# [TASK INSTRUCTIONS]
Please determine the number of lines in the material below that contain the word "ends", and state it alone.

# [EXTRACTED INFORMATION]
_ _ _ _

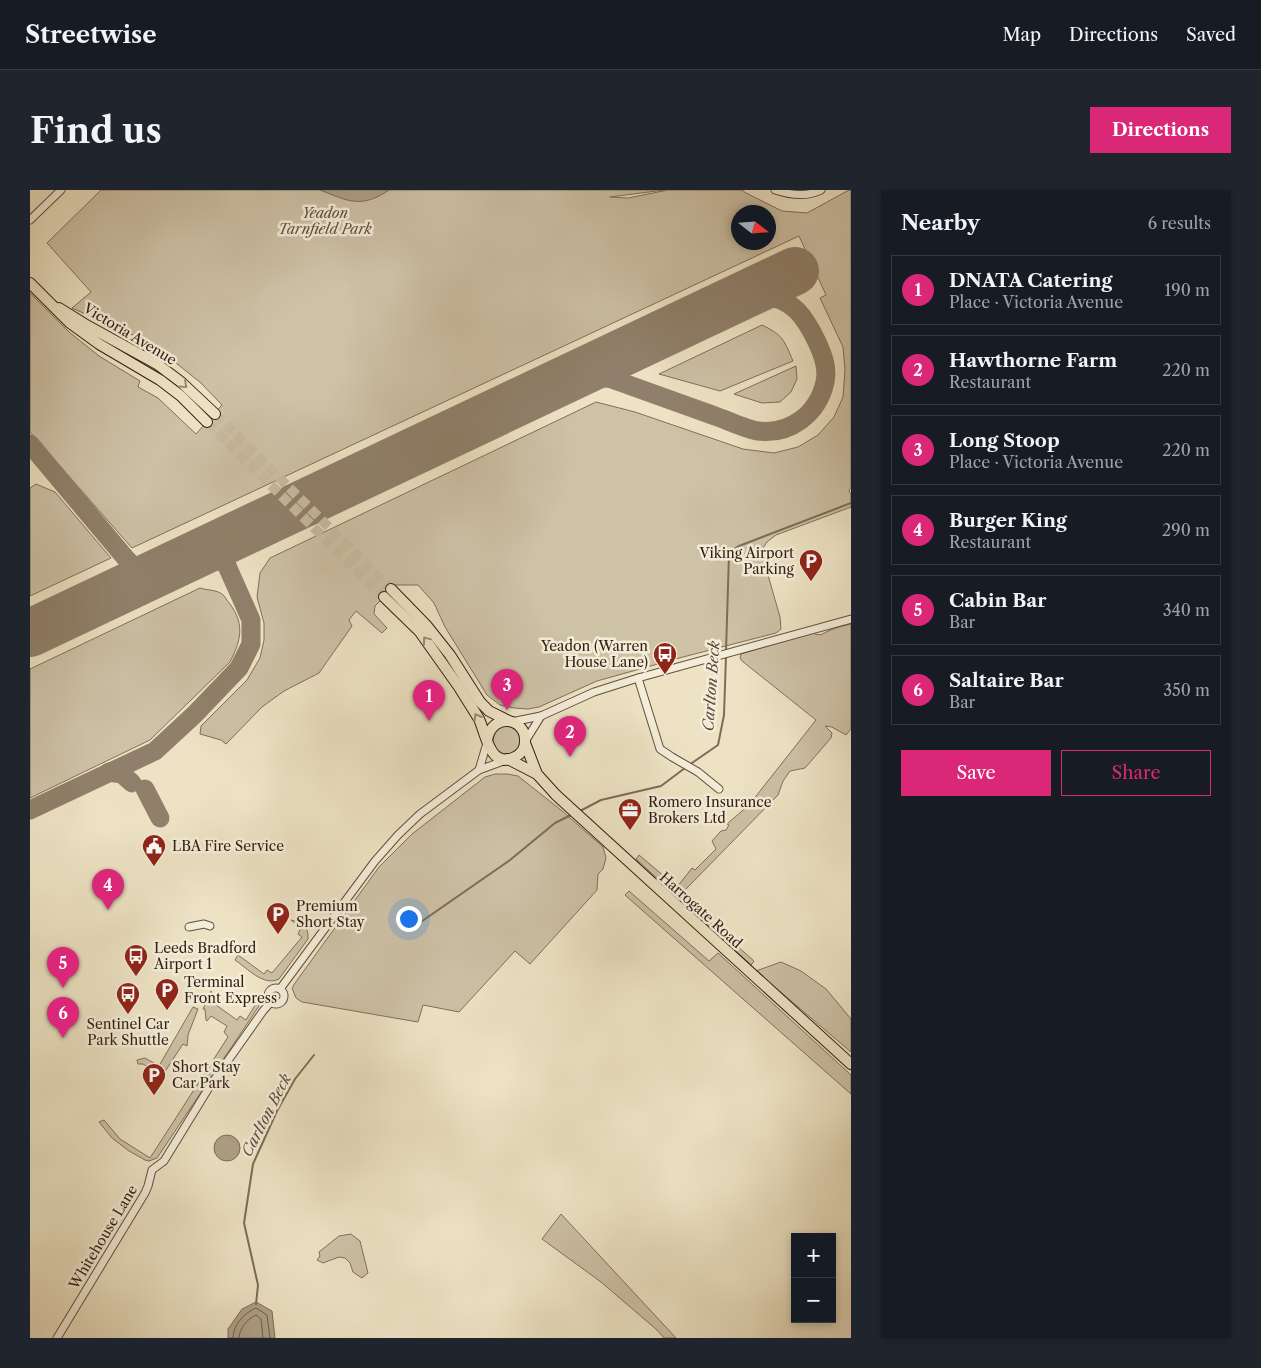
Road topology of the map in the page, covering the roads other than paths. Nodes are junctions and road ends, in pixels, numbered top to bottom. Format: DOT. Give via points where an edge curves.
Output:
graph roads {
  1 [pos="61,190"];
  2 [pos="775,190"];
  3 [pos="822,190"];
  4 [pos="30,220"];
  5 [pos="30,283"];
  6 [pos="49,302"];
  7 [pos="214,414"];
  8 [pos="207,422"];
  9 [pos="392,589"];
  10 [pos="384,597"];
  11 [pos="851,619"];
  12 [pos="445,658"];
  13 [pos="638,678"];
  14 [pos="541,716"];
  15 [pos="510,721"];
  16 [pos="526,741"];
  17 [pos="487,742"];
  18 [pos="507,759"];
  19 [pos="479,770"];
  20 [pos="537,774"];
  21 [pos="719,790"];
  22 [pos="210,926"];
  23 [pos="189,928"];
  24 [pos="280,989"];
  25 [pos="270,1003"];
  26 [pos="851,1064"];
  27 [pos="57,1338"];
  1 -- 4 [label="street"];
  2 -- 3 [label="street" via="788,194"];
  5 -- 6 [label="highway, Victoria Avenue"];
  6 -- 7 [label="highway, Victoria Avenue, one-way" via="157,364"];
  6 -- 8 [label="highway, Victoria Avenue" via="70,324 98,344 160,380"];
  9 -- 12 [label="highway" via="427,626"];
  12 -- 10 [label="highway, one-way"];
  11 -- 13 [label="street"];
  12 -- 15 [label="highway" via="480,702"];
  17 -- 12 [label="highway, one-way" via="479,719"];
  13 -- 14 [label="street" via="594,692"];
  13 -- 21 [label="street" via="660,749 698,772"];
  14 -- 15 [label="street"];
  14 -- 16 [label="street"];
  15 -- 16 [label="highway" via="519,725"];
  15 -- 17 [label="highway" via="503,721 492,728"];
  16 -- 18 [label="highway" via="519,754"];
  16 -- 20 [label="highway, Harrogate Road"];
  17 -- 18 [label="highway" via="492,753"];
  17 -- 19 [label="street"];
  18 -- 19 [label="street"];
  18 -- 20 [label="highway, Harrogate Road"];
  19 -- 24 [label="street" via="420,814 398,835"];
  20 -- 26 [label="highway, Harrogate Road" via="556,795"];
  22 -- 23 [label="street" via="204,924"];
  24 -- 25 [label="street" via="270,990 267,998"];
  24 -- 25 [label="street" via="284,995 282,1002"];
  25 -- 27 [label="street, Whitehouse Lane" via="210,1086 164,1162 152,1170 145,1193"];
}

_ _ _ _

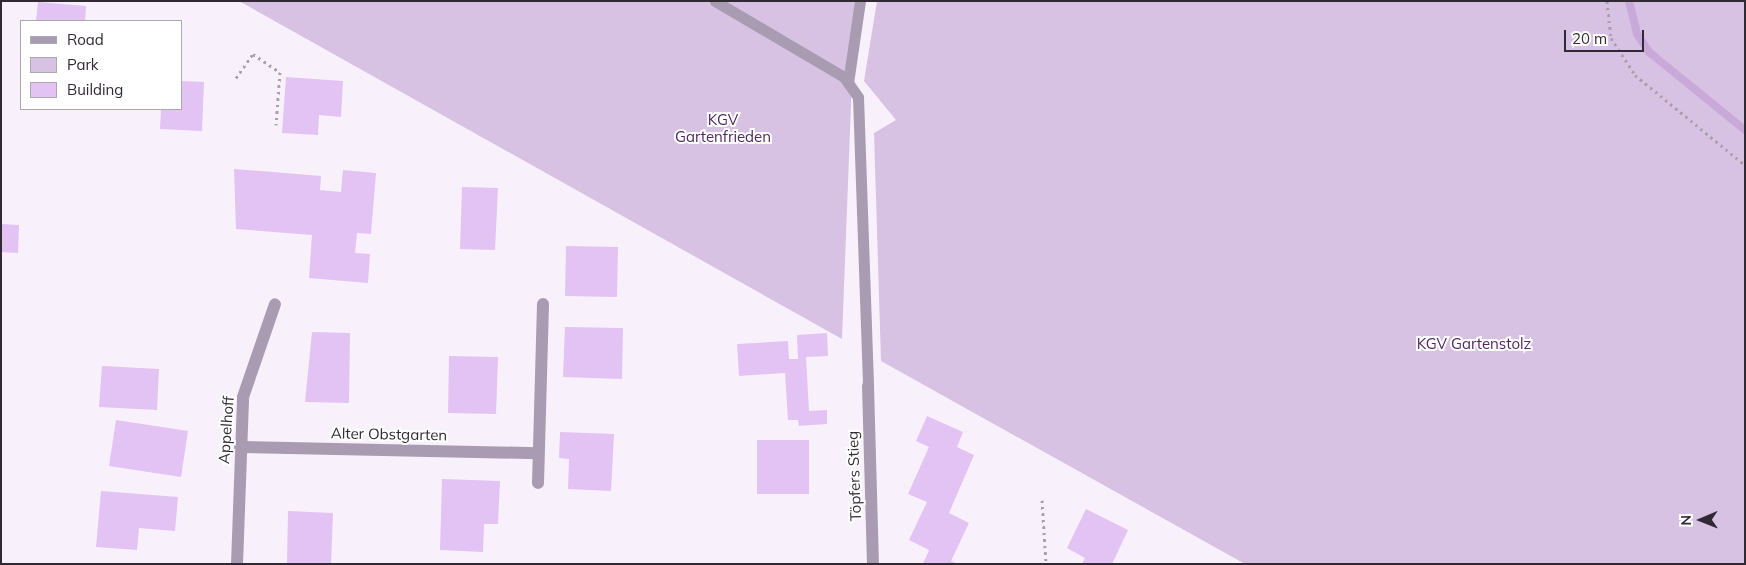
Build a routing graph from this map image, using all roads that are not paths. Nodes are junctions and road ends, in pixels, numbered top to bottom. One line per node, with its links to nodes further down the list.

_ _ _ _

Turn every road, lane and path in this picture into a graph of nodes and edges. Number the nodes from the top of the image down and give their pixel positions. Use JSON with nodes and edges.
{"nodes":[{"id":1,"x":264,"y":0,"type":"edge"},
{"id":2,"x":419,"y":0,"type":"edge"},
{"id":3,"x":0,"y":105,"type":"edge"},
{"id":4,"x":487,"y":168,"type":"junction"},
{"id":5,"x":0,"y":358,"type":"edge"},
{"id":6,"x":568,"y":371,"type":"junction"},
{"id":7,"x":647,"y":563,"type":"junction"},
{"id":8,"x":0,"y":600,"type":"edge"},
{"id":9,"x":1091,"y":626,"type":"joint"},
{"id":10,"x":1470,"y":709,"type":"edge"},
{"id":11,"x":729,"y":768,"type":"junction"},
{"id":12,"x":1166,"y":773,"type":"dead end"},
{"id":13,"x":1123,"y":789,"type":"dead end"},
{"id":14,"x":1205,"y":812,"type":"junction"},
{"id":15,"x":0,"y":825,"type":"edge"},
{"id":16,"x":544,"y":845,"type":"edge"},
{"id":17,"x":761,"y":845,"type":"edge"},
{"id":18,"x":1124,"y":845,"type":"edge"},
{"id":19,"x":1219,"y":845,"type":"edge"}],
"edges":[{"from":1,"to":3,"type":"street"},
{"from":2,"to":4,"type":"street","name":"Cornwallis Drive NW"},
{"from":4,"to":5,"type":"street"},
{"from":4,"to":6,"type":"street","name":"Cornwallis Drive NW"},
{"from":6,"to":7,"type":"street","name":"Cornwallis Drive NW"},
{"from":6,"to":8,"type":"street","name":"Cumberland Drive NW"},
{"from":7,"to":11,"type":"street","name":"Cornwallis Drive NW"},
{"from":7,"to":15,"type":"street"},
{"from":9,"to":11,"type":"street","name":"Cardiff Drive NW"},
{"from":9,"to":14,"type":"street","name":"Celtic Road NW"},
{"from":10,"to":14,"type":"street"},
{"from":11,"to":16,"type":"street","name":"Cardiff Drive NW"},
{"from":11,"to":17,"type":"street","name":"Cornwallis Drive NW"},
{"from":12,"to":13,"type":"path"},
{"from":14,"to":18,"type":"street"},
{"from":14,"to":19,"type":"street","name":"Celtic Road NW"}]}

_ _ _ _

# [YOUR RESPONSE]
2